**PROBLEM DETAILS**
When you set down the entries, keep every word exactly as it is but drop the pictures.

**RECORDS FOR THIS TASK**
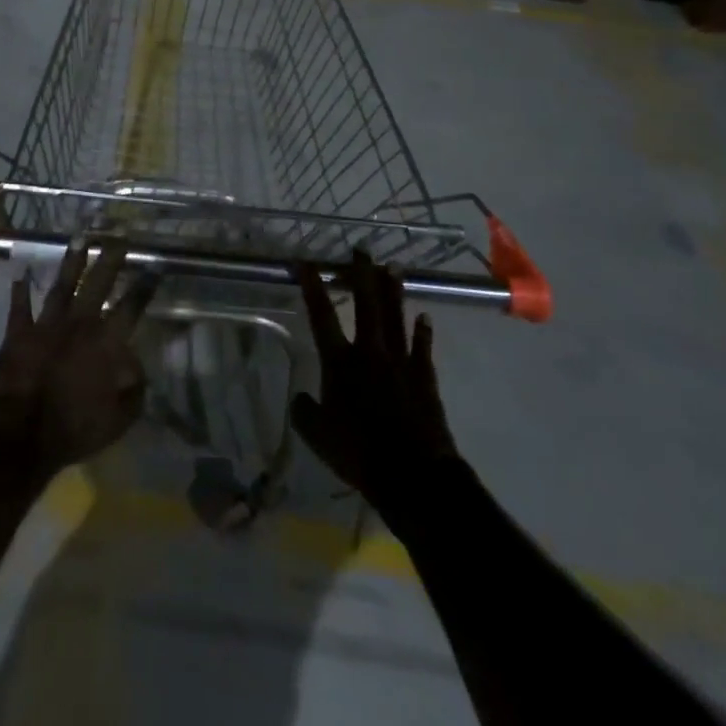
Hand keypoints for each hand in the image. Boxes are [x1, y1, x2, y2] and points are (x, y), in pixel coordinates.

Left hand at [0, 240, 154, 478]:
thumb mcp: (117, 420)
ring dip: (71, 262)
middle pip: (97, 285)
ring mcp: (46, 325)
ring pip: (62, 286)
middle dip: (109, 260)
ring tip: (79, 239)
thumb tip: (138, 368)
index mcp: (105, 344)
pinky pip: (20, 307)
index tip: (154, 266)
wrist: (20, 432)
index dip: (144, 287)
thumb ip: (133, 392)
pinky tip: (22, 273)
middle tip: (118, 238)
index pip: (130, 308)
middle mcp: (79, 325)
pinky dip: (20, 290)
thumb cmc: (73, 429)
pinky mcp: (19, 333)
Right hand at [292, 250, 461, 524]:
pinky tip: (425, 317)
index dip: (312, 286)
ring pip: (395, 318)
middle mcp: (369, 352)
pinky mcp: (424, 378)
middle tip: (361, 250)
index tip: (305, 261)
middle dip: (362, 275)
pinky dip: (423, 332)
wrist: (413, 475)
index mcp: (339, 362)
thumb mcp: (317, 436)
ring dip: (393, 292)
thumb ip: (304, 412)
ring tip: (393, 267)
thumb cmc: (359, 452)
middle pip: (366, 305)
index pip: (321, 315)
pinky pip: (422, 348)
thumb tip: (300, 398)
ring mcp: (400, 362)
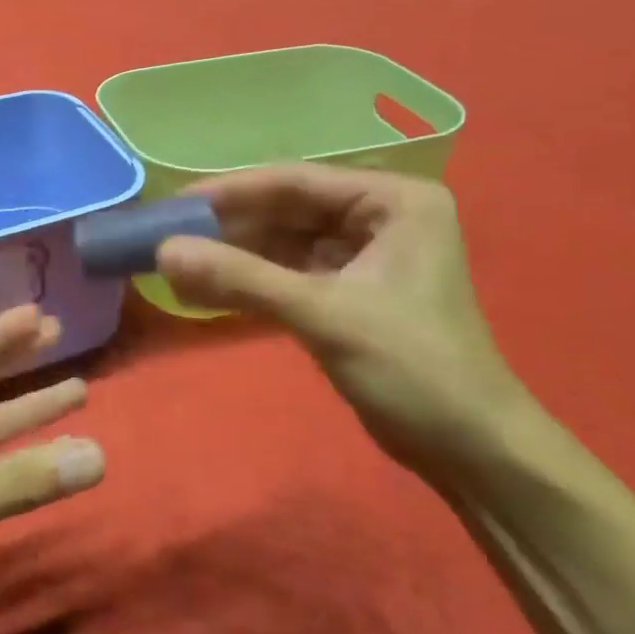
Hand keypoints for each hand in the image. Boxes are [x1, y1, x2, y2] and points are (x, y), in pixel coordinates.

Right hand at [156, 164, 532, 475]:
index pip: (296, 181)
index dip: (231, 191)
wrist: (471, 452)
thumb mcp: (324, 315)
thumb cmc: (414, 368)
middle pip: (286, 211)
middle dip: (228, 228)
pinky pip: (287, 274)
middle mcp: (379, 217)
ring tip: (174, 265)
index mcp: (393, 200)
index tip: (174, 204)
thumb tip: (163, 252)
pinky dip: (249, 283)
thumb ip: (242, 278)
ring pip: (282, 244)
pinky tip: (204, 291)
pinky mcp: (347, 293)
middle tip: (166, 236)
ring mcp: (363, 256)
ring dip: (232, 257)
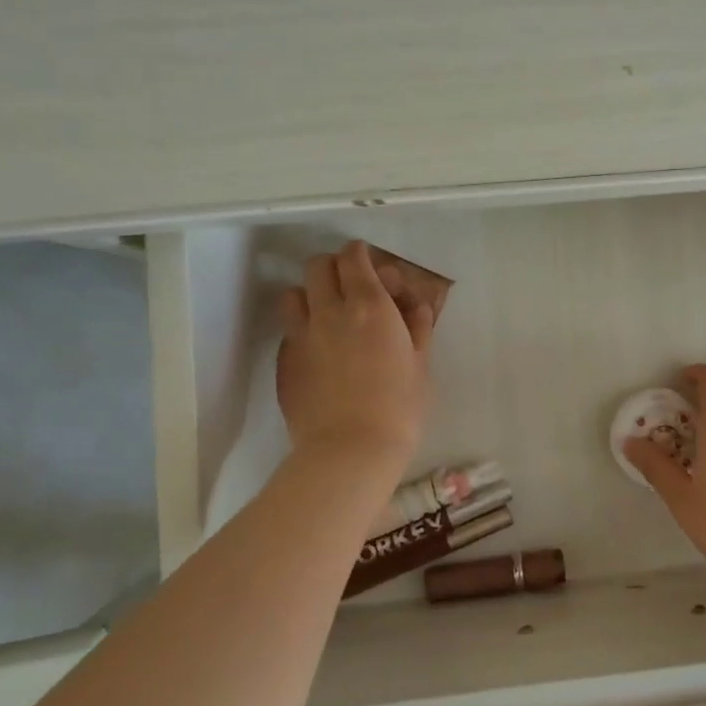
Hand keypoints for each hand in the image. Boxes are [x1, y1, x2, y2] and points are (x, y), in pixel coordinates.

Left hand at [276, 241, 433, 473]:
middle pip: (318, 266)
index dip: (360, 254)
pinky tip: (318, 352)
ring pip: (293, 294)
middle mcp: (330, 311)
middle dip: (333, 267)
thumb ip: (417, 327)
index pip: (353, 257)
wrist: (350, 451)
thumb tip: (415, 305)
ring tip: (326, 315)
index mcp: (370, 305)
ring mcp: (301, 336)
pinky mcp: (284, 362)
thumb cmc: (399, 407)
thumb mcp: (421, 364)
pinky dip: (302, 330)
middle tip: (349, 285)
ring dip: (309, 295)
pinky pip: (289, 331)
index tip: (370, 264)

**RESULT OF THE TASK**
Hand keypoints for each hand in the image. Boxes are [x1, y1, x2, y2] and points are (x, y), in pixel coordinates.

Left hand at [0, 240, 154, 478]:
thumb mcp: (117, 420)
ring dip: (71, 262)
middle pip: (97, 285)
ring mcp: (46, 325)
ring pip: (62, 286)
middle dip: (109, 260)
ring tip: (79, 239)
thumb tip: (138, 368)
index mcp: (105, 344)
pinky pip: (20, 307)
index tip: (154, 266)
wrist: (20, 432)
index dip: (144, 287)
thumb ip: (133, 392)
pinky tip: (22, 273)
middle tip: (118, 238)
index pip: (130, 308)
middle mcp: (79, 325)
pinky dip: (20, 290)
thumb cmc: (73, 429)
pinky mcp: (19, 333)
Right hand at [292, 250, 461, 524]:
pinky tip: (425, 317)
index dip: (312, 286)
ring pip: (395, 318)
middle mcp: (369, 352)
pinky mcp: (424, 378)
middle tip: (361, 250)
index tip: (305, 261)
middle dip: (362, 275)
pinky dip: (423, 332)
wrist: (413, 475)
index mcp: (339, 362)
thumb mcp: (317, 436)
ring dip: (393, 292)
thumb ip: (304, 412)
ring tip: (393, 267)
thumb cmc: (359, 452)
middle pip: (366, 305)
index pip: (321, 315)
pinky pip: (422, 348)
thumb tip: (300, 398)
ring mcp: (400, 362)
Hand keypoints for each hand in the image. Boxes are [x1, y1, x2, y2] and points are (x, y), in pixel coordinates.

Right hand at [156, 164, 532, 475]:
index pip: (296, 181)
index dip: (231, 191)
wrist: (471, 452)
thumb mcp: (324, 315)
thumb cmc: (414, 368)
middle pip: (286, 211)
middle dip: (228, 228)
pinky pip: (287, 274)
middle mcp: (379, 217)
ring tip: (174, 265)
index mcp: (393, 200)
index tip: (174, 204)
thumb tip: (163, 252)
pinky dip: (249, 283)
thumb ip: (242, 278)
ring pip: (282, 244)
pinky tip: (204, 291)
pinky mcp: (347, 293)
middle tip: (166, 236)
ring mcp: (363, 256)
ring dip: (232, 257)
Hand keypoints for each hand in the image. Boxes are [x1, y1, x2, y2] and points are (x, y), in pixel coordinates.

Left hand at [276, 241, 433, 473]:
middle pip: (318, 266)
index dip: (360, 254)
pinky tip: (318, 352)
ring pip: (293, 294)
middle mcp: (330, 311)
middle dip: (333, 267)
thumb ip: (417, 327)
index pip: (353, 257)
wrist: (350, 451)
thumb tip: (415, 305)
ring tip: (326, 315)
index mcp: (370, 305)
ring mcp: (301, 336)
pinky mcp: (284, 362)
thumb cmc: (399, 407)
thumb mcp: (421, 364)
pinky dip: (302, 330)
middle tip: (349, 285)
ring dip: (309, 295)
pinky pip: (289, 331)
index tip: (370, 264)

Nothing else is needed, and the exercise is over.